Utilizing ion leaching effects for achieving high oxygen-evolving performance on hybrid nanocomposite with self-optimized behaviors

Ion leaching from pure-phase oxygen-evolving electrocatalysts generally exists, leading to the collapse and loss of catalyst crystalline matrix. Here, different from previous design methodologies of pure-phase perovskites, we introduce soluble BaCl ₂ and SrCl ₂ into perovskites through a self-assembly process aimed at simultaneously tuning dual cation/anion leaching effects and optimizing ion match in perovskites to protect the crystalline matrix.
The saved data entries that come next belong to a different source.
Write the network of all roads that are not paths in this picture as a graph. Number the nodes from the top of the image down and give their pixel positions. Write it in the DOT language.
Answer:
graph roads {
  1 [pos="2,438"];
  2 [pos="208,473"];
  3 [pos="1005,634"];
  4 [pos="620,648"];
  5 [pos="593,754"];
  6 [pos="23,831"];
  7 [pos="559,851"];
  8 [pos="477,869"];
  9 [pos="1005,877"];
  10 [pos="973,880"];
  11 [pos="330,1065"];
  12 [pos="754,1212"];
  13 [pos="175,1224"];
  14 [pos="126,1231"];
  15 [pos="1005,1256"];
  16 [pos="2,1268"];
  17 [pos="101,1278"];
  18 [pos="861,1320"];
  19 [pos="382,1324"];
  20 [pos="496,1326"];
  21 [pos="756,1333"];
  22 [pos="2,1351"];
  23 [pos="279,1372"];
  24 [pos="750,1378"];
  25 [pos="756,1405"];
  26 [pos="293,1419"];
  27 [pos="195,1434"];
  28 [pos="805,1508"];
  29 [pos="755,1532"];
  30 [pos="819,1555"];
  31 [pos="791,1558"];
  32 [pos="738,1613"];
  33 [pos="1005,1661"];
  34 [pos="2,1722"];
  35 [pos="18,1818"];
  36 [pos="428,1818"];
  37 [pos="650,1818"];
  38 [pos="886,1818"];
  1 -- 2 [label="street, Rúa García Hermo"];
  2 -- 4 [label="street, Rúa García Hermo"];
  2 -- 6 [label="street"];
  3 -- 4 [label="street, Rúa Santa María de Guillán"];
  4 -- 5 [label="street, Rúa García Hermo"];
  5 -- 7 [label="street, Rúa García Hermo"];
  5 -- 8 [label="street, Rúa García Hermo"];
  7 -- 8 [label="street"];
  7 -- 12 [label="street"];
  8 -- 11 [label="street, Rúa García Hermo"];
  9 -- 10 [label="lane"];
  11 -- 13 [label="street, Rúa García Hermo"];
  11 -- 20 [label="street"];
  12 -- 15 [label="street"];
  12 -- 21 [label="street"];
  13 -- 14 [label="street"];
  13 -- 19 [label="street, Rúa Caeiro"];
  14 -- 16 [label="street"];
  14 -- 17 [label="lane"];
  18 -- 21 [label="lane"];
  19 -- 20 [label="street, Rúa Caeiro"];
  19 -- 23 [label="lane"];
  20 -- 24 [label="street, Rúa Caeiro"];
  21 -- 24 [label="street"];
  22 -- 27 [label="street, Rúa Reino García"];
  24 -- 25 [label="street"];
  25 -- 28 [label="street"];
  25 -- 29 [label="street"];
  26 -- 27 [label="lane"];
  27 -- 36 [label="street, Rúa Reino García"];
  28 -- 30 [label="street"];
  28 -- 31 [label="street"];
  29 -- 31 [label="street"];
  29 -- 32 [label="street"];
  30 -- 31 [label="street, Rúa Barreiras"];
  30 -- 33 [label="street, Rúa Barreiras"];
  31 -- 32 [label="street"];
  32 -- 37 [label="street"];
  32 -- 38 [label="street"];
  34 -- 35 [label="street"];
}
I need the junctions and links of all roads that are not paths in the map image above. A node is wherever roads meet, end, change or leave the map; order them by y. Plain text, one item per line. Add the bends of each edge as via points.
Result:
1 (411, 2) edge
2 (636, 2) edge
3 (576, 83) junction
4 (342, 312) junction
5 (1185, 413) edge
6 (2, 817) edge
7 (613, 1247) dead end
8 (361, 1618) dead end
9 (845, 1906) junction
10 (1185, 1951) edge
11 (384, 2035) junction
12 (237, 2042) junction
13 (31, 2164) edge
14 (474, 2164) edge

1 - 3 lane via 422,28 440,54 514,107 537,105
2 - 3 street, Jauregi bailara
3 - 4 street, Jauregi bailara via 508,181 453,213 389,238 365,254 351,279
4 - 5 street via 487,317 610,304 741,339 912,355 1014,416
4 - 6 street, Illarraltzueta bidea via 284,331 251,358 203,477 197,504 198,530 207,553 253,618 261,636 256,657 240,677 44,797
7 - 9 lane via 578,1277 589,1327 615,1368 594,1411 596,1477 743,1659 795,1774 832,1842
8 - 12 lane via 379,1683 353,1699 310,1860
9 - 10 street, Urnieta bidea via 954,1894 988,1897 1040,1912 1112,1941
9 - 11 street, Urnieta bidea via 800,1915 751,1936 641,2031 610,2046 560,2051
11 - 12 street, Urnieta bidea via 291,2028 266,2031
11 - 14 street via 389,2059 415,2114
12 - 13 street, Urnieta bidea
As a proof-of-concept, self-assembled hybrid Ba _0.35Sr _0.65Co _0.8Fe _0.2O _{3- δ} (BSCF) nanocomposite (with BaCl ₂ and SrCl ₂) exhibits the low overpotential of 260 mV at 10 mA cm ^-2 in 0.1 M KOH. Multiple operando spectroscopic techniques reveal that the pre-leaching of soluble compounds lowers the difference of interfacial ion concentrations and thus endows the host phase in hybrid BSCF with abundant time and space to form stable edge/face-sharing surface structures. These self-optimized crystalline structures show stable lattice oxygen active sites and short reaction pathways between Co–Co/Fe metal active sites to trigger favorable adsorption of OH ⁻ species.

Water oxidation catalysis may provide the electrons needed for sustainable fuel production, but catalysts often degrade under working conditions. Here, authors introduce soluble species into perovskites to exert positive ion leaching effects for enhancing perovskite stability and activity.